Citadel Criminal Justice Professors and Task Force Research and Data Subcommittee Chairs Kristen Hefner and Leslie Hill presented new data on human trafficking in the region.

“Due to the hidden nature of these crimes, it is important to triangulate the data and extract it from as many places as possible to help get a clear picture of human trafficking in our region,” said Hill.

Between 2015 and 2020, the National Human Trafficking Hotline recorded 102 trafficking victims in Charleston, 31 in Dorchester, and five in Berkeley.

Data from the National Human Trafficking Hotline displayed inside the Charleston County Government Building.(Live 5)

According to Hefner and Hill’s research of law enforcement data, 25 individual cases of human trafficking arrests or calls for service have been recorded from 2016 to the present. Appeals and cases are handled by the North Charleston Police Department, Charleston County Sheriff’s Office, Summerville Police Department, and Charleston Police Department.

The same data reflects the type of premises being hotels 40% of the time and residents 16%. The cases were discovered by patrollers 44% and service providers 12%.

Of the victims, 100% were female between the ages of 13 and 36 and were recorded as 25% Caucasian and 28% African American. The suspects were 78% male between the ages of 16 and 61 and were recorded as 44% Caucasian and 56% African American.

“It is common for traffickers to force their victims to commit crimes,” Hefner said. “For example, we see all the time that victims of sex trafficking are arrested for prostitution. It is important that we identify the victims.

The task force is organized into eight subcommittees: education, law enforcement, legal innovations, direct services to children, direct services to adults, health care, faith-based, and research. Each of these sub-committees works to employ a different facet of the community in response to human trafficking, depending on the working group website.

The co-chairs of the Tri-County Human Trafficking Task Force, Lauren Knapp and Brooke Burris, have been working together since 2018 in hopes of creating a strong task force.

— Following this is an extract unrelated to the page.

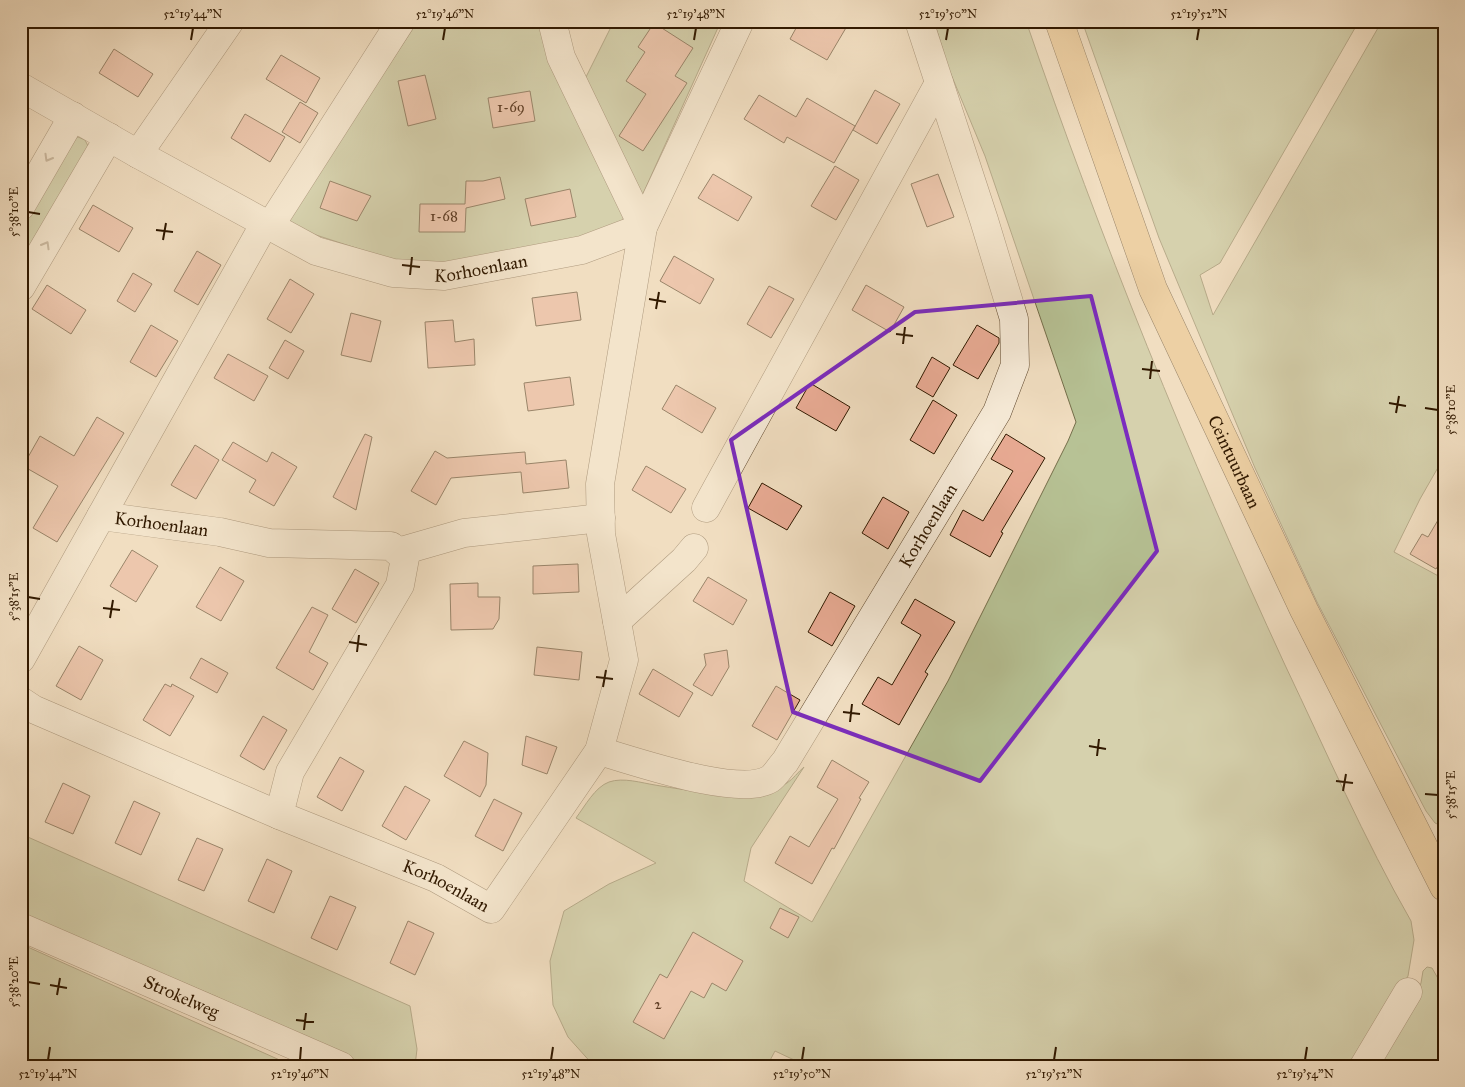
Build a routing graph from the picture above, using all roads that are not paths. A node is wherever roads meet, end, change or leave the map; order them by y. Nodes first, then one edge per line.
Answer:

“I like to think that a lot of our success is because we talk to survivors to help our decision-making and to subcommittees to make sure we hit the mark effectively,” Knapp said. “In criminal tactics and techniques, they change all the time. The downside is that we’re big and clumsy on this side, and we can’t pivot and scale. Thank you very much to our vendors for us having guided as a group to help the state and locally.”

The task force is working with the Training Project, which found it necessary to help adult survivors in the Lowcountry because there were no services for adult survivors of trafficking, according to the Training project website.

“The financial assistance, legal assistance, even emotional and community assistance provided by the training project gives victims both a sense of security to live their whole lives without fear, which is new for them, but also resources to stay away from these situations,” Hefner said. would have no choice but to return to the situations they left just to survive.”

The task force continues to build more connections by training law enforcement agencies and the public on how to identify human trafficking in the first place.

Their next meeting is scheduled for October 28.